Todos os genes relacionados a essas vias importantes do organismo, se bem balanceadas, o indivíduo está em equilíbrio, em homeostase. Mas se ocorre algum desequilíbrio acontece o surgimento da doença inflamatória intestinal.
Fatores ambientais (epigenéticos)
Os fatores ambientais interferem no passo dos genes. No entanto, a mudança não acontece do dia para a noite, mas é adquirida ao longo do tempo, a partir do nascimento do indivíduo.
Nesse sentido, a microbiota (conjunto de bactérias no intestino) é um dos fatores externos que pode estar colaborando para o aparecimento das DIIs. Além disso, a disbiose (alteração das populações de bactérias) também ajudam na formação das DIIs.
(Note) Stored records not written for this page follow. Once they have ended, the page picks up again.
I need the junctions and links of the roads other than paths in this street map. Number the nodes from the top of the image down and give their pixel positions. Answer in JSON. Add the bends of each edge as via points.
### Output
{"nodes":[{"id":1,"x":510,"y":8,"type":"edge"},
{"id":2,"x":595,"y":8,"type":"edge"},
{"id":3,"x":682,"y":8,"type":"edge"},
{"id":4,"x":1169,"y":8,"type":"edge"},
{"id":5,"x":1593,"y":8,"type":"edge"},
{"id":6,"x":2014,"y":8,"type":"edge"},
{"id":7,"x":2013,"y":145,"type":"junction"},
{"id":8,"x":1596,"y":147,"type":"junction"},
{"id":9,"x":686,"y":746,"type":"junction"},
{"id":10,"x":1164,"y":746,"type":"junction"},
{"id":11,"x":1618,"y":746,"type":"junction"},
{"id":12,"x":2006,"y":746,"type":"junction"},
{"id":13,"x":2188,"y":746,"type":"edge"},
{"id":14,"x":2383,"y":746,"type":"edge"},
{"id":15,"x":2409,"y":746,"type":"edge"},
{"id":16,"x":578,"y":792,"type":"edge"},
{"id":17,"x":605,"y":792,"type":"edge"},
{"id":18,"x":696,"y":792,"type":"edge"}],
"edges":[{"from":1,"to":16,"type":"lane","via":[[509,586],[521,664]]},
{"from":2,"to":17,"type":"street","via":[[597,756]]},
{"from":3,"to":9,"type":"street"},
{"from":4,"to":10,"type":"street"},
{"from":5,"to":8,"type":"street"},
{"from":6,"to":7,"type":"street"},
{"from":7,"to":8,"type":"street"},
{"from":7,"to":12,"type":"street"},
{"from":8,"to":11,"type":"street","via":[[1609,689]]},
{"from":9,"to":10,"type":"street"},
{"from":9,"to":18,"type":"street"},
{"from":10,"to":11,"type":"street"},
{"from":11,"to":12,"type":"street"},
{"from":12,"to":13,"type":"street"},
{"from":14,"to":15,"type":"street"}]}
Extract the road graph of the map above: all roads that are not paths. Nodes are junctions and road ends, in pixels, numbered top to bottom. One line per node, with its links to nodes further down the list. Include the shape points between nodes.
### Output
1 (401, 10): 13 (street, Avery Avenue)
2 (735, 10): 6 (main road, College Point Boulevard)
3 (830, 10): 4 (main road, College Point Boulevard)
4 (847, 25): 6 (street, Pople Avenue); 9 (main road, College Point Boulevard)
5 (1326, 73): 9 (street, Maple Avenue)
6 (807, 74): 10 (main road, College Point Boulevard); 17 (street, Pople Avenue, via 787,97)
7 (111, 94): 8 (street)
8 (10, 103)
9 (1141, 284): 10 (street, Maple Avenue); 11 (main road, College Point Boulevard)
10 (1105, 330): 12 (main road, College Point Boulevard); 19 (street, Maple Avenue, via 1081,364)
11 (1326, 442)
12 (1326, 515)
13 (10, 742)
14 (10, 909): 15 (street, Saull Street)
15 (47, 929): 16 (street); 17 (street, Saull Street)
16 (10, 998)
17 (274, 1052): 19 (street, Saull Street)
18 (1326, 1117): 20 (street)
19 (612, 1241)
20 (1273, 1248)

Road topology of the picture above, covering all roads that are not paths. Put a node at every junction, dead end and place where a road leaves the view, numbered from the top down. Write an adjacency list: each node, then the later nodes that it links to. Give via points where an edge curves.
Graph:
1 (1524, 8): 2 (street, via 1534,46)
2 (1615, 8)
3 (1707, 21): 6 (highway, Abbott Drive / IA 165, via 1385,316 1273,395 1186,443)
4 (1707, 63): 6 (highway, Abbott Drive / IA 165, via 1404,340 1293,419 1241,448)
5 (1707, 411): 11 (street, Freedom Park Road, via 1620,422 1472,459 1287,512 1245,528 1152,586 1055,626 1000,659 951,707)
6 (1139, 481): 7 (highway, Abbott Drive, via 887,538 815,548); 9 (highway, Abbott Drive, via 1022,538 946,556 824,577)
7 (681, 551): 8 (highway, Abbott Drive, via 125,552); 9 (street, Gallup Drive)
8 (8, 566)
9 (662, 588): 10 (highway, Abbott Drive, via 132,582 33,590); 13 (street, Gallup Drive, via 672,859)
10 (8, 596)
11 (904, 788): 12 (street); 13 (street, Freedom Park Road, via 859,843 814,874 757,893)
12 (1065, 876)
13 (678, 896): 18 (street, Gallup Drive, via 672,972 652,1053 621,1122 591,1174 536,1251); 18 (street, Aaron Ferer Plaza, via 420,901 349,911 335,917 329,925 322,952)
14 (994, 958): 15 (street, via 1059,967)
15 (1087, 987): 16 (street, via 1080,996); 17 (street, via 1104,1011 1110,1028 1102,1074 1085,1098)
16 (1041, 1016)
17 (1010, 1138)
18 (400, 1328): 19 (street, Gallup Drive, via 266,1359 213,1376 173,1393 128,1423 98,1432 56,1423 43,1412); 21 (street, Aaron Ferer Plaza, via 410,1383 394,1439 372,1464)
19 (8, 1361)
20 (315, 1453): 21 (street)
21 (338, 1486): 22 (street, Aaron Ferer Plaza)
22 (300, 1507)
Entretanto, como os fatores externos acontecem desde o primeiro momento de vida, não há como saber se o fenômeno é primário ou secundário, ou seja, a causa ou consequência da inflamação.
Além disso, outros fatores estudados como possíveis causas ou protetores das DIIs são:
- Dieta;
- Estresse;
- Lactância materna;
- Neuroimunomodulação;
- Poluição;
- Produtos químicos;
- Tabagismo;
- Uso de antibióticos.
Um estudo feito pela especialista em conjunto com mais profissionais em camundongos foi descoberto que é preciso de dois fatores no mínimo, para que ocorra a DII no modelo animal. Ou seja, um fator genético junto com um fator ambiental ou vários fatores epigenéticos. A pesquisa foi confirmada após testes em amostras humanas de pacientes com bolsite, inflamação no paciente com retocolite ulcerativa que já foi operado.
Por fim, ainda não há como prevenir as doenças inflamatórias intestinais, mas algumas hipóteses de possíveis diminuições das DIIs que ainda devem ser comprovadas pela ciência são, por exemplo, praticar hábitos de vida saudáveis, estimular a lactância materna, dieta não industrializada, evitar contato com produtos químicos, evitar tabagismo e também o uso de antibióticos em certas fases de desenvolvimento do indivíduo.